On test: Subaru WRX STi

All hail the return of the iconic rally car for the road, as Subaru has gone back to the classic four-door saloon body style but lost the Impreza name in the process.

Whilst the latest five-door hatch version of the Impreza STi was practical and softer making it a much more useable car, it didn't really appeal to the die-hard Subaru enthusiasts.This is the car that's designed to change all that, as for the first time since the 2007 RB320, the WRX is available as a saloon.

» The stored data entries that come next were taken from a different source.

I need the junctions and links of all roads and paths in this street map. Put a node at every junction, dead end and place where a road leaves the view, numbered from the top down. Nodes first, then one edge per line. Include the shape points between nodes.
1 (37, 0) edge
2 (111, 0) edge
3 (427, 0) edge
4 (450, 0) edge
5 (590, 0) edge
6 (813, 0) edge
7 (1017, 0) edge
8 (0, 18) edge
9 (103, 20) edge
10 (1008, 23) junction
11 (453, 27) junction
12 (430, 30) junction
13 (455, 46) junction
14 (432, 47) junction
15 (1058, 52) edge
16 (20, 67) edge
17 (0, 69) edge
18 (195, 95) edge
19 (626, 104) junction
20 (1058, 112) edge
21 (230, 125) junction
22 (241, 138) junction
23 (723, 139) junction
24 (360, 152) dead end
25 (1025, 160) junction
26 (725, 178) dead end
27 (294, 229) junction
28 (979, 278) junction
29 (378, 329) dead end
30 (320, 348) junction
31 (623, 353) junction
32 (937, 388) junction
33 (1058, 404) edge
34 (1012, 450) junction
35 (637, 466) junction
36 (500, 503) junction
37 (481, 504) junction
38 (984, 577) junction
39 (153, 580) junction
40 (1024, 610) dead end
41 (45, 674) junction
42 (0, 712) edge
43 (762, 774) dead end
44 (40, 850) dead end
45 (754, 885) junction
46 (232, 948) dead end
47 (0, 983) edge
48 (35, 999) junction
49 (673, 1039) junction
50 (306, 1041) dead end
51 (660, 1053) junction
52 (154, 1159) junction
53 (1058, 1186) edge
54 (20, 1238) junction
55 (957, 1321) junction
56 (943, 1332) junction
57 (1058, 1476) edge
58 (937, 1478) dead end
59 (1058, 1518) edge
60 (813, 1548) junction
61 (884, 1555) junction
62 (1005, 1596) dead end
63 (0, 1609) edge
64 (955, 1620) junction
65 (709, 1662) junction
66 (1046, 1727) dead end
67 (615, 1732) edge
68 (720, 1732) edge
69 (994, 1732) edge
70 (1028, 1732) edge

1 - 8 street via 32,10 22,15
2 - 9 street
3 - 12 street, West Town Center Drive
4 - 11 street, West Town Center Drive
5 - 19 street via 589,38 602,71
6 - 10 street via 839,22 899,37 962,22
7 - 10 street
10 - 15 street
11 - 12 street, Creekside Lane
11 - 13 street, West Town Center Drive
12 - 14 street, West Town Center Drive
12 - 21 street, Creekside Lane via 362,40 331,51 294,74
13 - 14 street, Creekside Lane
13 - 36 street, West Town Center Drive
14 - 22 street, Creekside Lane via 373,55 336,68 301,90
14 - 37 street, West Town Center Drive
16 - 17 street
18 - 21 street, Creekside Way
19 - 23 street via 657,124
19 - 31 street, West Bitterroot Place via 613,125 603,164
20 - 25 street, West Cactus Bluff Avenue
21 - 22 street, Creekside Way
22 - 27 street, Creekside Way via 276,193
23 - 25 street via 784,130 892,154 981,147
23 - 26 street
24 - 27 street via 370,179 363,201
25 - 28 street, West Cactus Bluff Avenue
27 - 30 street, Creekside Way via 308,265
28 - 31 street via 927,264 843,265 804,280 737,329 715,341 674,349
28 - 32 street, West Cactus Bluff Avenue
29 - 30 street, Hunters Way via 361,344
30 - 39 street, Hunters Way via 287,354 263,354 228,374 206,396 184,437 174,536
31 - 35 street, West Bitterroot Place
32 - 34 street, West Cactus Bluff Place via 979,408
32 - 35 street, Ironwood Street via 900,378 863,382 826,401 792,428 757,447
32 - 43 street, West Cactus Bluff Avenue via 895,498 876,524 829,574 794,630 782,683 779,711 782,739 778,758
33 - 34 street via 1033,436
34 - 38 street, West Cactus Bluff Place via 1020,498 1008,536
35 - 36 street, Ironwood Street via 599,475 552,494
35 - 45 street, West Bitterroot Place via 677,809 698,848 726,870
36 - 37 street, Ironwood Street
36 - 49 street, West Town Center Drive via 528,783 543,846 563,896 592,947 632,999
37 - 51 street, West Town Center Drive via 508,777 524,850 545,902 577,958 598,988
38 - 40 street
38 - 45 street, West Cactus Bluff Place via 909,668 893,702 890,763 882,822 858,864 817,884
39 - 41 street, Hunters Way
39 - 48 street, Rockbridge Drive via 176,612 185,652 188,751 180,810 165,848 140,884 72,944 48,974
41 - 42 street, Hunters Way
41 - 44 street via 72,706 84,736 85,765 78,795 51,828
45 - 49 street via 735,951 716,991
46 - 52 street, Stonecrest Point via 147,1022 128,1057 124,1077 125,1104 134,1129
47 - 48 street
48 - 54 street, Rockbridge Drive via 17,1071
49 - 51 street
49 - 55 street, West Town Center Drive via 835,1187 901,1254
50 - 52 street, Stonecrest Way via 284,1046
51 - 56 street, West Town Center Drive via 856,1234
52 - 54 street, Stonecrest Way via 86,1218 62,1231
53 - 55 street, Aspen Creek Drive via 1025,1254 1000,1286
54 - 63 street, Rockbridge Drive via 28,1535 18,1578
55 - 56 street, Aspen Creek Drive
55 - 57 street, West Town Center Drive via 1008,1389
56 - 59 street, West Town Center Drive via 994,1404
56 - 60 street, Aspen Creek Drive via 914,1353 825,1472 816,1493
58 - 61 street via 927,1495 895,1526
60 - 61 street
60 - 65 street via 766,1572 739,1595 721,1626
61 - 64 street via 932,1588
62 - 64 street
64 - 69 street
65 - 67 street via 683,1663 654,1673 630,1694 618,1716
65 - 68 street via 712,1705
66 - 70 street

To me, the WRX looks far better as a saloon and couldn't be mistaken for any other car. It might not be called the Impreza anymore, but all the classic design cues still feature in the new model. At the front there's the letterbox-sized bonnet scoop, chunky front and rear airdams, plus the flared wheelarches. But there's something missing, yes it's a totally OTT skyscraper rear spoiler.The Subaru WRX is far from subtle, but the lack of a rear spoiler makes it look underdressed.

Considering the £32,995 price, the interior design and quality are a big disappointment. The dashboard design is dated and the plastics are hard, cheap and look as though they will scratch easily. Still the driving position is good and the new Recaro front seats are supportive. Rear space is average, but the new saloon body style makes for a practically-shaped boot.

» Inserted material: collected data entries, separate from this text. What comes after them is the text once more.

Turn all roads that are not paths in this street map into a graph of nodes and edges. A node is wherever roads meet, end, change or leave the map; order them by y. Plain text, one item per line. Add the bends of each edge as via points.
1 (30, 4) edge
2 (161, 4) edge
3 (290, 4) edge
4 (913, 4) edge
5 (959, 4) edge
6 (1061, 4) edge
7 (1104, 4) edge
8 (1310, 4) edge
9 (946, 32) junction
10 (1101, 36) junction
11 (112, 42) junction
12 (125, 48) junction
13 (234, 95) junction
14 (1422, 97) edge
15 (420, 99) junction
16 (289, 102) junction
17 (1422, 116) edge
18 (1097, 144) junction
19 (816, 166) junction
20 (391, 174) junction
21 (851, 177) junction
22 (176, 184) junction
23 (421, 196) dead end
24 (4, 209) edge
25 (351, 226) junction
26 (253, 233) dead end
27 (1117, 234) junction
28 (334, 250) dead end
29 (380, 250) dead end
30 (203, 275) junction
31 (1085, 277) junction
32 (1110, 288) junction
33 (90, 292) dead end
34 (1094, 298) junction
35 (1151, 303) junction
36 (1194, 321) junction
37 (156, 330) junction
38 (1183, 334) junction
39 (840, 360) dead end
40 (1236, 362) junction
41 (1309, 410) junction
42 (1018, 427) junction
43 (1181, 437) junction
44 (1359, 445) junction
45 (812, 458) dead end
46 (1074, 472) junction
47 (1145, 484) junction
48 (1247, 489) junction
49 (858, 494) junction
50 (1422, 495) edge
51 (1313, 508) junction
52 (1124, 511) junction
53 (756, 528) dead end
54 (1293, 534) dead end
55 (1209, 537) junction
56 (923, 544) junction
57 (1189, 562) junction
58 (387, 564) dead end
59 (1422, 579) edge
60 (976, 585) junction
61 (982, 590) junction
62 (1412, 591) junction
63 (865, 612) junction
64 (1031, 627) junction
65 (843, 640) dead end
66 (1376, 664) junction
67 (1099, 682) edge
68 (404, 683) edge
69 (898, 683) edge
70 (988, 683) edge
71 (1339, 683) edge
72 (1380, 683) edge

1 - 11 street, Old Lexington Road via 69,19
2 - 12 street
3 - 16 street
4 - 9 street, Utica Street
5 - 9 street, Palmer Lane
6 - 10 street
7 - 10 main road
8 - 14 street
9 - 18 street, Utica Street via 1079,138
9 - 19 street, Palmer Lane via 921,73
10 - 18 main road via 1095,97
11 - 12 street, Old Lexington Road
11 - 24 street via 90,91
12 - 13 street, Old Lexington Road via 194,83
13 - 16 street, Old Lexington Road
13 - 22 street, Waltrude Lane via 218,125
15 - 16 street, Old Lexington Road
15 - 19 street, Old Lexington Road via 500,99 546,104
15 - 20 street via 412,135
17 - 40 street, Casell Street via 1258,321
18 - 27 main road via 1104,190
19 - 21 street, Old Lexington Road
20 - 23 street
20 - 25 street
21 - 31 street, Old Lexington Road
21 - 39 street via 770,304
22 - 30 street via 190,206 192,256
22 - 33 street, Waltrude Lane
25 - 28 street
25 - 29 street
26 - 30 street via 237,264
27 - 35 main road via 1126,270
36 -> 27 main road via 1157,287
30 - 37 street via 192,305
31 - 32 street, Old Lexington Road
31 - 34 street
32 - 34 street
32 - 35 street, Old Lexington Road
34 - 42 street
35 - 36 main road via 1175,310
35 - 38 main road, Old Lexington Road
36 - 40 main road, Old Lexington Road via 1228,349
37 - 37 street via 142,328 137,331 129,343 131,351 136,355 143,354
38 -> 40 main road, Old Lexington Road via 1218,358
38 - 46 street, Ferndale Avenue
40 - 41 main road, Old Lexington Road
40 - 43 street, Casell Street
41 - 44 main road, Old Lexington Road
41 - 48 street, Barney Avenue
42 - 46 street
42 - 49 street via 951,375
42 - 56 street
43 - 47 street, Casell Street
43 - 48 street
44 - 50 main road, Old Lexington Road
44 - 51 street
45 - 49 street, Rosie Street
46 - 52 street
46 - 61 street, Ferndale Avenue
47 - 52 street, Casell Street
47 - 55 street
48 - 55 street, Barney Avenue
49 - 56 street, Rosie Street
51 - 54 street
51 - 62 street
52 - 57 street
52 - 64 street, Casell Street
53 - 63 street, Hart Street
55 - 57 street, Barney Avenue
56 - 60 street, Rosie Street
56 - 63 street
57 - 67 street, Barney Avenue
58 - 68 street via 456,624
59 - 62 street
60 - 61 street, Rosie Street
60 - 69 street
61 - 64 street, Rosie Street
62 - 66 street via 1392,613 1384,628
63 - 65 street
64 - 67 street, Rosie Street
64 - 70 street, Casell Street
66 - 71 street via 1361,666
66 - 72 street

The other big news for enthusiasts apart from the saloon styling is the new 'Spec C' suspension, which basically means different spring rates, thicker front and rear anti-roll bars and the ride height has been dropped by 5mm. The upshot of all these tweaks and the 18-inch alloy wheels is virtually no body roll and meatier steering with more feel. It's not all good news though, as the WRX seems more susceptible to camber changes and the ride is harder but not uncomfortable.

So does the performance live up to Imprezas of old? Yes, as the charismatic 2.5-litre flat-four petrol engine is basically unchanged from the last generation model. The clutch is heavy, but you're rewarded by one of the slickest six-speed gearboxes and its short throw makes it satisfying to use. You have to be precise with it, but marvel at how quickly you can change gear. This and the noisier exhaust (which amplifies that distinctive boxer burble) urge you to drive the WRX harder. However, the noise can be a bit tiring on long journeys.

To sum up, the WRX saloon is a welcome return to form for Subaru as it has all the looks and dynamics of Imprezas of old. My only issues are the hefty £5,000 increase over the old model and its relevance to more modern rivals.